President Traian Băsescu accurately defined at least part of the problem when he said, in a TV show, that the efforts made by Teodor Mărieș are not accidental and that “apparently many of the offences in the file are approaching prescription.” An unquestionable domestic cause of the deepening social effects of the economic crisis is the lack of a strategy and action to build a strong economy. This is why the loan agreement with the IMF may be seen as a bill paid by Romanians for the poor management and corruption of their leaders of the past 20 years. We have been deceived, and it’s not over.

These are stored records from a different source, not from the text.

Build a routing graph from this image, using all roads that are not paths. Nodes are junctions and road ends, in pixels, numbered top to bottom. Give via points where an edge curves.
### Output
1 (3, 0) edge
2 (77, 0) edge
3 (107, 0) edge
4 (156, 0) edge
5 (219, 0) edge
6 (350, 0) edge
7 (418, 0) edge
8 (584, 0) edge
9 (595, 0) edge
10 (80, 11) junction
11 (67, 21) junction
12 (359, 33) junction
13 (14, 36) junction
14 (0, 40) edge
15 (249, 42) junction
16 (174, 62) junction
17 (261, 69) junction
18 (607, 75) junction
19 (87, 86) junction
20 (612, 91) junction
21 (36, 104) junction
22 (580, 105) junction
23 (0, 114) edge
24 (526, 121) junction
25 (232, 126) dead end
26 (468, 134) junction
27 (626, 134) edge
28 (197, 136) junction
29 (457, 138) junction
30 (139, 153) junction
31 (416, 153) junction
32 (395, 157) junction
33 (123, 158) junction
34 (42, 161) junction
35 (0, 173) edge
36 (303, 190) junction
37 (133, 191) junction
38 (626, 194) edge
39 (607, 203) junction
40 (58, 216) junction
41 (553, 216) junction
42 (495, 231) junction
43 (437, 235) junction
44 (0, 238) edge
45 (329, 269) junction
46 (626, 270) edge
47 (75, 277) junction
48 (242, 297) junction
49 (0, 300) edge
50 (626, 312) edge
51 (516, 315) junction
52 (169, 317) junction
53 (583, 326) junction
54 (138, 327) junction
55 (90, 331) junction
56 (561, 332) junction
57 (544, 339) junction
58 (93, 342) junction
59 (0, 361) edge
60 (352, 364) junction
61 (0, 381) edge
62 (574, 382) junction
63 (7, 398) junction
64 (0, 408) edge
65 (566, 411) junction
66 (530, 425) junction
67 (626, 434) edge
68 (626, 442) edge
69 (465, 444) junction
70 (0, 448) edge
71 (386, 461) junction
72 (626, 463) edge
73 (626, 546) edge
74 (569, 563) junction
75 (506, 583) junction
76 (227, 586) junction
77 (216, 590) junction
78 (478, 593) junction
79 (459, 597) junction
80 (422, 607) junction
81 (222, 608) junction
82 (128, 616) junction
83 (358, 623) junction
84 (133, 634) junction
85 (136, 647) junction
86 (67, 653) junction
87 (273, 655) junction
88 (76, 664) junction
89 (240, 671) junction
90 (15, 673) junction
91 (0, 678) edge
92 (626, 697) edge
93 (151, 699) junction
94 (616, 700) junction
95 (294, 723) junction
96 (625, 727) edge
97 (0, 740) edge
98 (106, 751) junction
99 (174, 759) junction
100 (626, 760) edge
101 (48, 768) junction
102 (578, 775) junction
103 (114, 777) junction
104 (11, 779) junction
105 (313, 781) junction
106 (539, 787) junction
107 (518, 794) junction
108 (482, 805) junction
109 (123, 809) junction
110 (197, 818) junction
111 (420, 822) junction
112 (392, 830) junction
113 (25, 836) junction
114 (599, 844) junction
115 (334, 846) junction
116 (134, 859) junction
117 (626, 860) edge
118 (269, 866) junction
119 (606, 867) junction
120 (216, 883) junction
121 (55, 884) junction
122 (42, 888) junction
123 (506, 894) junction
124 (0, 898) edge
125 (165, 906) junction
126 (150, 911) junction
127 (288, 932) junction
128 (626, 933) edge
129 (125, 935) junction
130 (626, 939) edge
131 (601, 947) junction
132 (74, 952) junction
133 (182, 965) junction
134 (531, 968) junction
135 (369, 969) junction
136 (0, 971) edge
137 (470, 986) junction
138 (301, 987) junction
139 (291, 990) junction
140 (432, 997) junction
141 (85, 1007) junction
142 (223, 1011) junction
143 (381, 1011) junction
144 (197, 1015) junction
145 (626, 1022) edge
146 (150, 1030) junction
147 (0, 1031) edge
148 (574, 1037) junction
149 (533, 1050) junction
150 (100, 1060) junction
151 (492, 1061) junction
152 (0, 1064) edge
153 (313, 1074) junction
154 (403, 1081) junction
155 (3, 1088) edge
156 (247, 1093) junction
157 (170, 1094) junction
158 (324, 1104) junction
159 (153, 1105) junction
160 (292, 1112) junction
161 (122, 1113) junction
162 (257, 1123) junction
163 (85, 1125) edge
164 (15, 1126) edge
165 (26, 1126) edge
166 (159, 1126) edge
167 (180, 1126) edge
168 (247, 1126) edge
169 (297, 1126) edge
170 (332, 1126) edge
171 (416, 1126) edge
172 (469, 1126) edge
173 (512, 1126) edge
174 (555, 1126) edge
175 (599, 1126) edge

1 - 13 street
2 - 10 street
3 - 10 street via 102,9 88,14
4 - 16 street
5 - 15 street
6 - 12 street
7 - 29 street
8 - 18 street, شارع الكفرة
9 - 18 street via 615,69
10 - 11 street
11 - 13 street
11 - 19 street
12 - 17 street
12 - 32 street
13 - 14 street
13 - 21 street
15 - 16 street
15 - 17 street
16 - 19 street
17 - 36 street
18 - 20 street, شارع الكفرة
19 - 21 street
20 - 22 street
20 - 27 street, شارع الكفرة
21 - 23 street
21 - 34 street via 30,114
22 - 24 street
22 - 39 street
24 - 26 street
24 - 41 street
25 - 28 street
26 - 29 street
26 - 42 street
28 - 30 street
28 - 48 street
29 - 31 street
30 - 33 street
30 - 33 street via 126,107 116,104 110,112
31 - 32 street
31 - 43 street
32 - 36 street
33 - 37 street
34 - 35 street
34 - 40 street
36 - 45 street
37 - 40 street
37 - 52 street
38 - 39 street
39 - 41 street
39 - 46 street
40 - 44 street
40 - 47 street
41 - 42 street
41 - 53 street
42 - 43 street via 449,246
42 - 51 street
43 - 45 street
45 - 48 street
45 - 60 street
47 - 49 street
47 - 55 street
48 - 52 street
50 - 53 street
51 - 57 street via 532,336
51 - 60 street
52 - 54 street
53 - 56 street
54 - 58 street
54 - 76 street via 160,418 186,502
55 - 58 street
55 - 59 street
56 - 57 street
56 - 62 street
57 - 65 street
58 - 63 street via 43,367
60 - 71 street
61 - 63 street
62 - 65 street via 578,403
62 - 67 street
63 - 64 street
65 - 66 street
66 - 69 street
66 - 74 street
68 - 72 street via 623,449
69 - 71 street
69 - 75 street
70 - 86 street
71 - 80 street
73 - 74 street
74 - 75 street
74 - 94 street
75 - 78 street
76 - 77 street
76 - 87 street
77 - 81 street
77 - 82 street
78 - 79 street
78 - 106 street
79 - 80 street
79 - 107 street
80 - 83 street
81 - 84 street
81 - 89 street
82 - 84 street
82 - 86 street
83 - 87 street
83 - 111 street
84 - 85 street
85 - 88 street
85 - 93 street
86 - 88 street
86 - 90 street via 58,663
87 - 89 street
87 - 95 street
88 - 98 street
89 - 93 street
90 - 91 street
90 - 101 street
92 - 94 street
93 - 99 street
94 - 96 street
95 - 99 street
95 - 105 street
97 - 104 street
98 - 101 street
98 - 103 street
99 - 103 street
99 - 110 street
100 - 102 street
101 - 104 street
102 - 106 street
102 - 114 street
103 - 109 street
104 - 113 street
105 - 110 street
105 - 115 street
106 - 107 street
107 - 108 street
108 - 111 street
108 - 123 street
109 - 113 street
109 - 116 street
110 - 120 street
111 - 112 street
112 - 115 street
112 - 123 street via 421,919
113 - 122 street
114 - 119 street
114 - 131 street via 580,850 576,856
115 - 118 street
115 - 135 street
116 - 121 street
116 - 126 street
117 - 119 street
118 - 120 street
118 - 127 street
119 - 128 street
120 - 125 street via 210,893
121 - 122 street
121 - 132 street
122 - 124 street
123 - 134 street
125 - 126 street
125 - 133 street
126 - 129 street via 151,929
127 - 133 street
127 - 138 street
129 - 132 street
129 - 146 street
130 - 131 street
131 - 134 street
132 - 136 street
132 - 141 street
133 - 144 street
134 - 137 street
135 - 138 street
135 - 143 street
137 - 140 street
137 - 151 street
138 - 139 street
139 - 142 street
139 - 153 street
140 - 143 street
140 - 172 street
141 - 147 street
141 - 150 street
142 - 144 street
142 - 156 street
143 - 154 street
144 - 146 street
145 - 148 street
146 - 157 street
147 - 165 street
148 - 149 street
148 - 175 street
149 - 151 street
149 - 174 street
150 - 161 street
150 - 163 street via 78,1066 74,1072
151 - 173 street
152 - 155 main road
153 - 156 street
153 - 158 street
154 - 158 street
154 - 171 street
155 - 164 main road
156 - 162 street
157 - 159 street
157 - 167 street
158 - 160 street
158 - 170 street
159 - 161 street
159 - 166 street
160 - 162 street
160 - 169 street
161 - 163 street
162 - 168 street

With some of the evidence in the Revolution trial consisting of classified documents, we will not be able to find out the truth about the 1989 Revolution, unless the justice system has the will to do it. Twenty years have passed, and no one has been sentenced for the about 1600 killings during the Revolution, so we can safely assume that this will does not exist. Therefore, when Teodor Mărieș asks for access not only to relevant documents for his case, but to the entire file, and when he says he will make all these documents public on the Internet, he does a fair and objective thing, although he acts outside the law. (He does not go completely against the law, though. There are serious doubts as to whether information regarding the events of 1989 can be classified under a law endorsed in 2002.

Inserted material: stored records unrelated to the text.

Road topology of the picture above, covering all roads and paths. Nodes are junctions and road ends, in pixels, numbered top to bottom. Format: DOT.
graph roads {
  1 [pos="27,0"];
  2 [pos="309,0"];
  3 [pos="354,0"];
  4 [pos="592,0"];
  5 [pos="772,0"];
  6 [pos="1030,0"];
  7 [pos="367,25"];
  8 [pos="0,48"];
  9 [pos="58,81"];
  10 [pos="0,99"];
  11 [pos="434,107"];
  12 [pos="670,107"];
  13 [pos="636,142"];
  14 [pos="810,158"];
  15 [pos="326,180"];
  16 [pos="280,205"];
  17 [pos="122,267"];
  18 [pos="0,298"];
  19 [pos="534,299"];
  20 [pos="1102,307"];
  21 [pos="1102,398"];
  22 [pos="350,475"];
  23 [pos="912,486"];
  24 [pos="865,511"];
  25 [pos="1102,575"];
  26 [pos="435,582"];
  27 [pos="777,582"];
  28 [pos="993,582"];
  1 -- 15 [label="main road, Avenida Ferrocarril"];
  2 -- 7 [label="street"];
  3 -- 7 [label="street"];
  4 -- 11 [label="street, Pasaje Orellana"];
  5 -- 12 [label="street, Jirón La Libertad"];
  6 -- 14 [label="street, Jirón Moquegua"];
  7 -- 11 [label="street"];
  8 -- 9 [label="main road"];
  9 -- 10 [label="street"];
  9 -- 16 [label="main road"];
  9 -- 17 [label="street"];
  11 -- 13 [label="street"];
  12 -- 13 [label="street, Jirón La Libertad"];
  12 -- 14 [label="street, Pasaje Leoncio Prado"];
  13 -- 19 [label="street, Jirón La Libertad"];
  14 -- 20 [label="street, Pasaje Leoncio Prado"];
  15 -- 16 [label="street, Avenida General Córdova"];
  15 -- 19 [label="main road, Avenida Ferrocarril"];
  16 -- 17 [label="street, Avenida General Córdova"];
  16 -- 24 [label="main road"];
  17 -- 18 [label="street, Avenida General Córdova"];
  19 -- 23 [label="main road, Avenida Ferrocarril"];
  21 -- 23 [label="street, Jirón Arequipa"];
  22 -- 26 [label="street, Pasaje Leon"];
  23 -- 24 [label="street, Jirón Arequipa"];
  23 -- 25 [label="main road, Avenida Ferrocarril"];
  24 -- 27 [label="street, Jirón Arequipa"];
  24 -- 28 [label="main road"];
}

The confidentiality requested by prosecutors as regards the evidence in the file is also rather odd.) What Mărieș tries to do is to make public the deeds of some of the participants in the Revolution, more precisely of the Revolution leaders and the heads of public institutions at the time, now that the prescription deadline is drawing near, and the guilty ones might get away with moral punishment alone. So we are running a dual risk: of never finding out the truth and of never doing justice. And the consequence is that, once more, we will be deceived. Not to mention the direct link between the corruption of the past 20 years and the failure to settle the Revolution trial.
And still, there are reasons for optimism. Due to the ECHR ruling and to the subsequent decisions of Romanian institutions (hopefully all of them will eventually conform!), “21 Decembrie” Association will receive documents from the file. Things are beginning to move, first of all thanks to Teodor Mărieș. He seems optimistic as well, and enjoys his victory, which is real. As he confessed to one of his friends, “We have proved to the December 1989 angels that we care about their souls, that their sacrifice in that blood-spattered December was not in vain, and never forgotten.”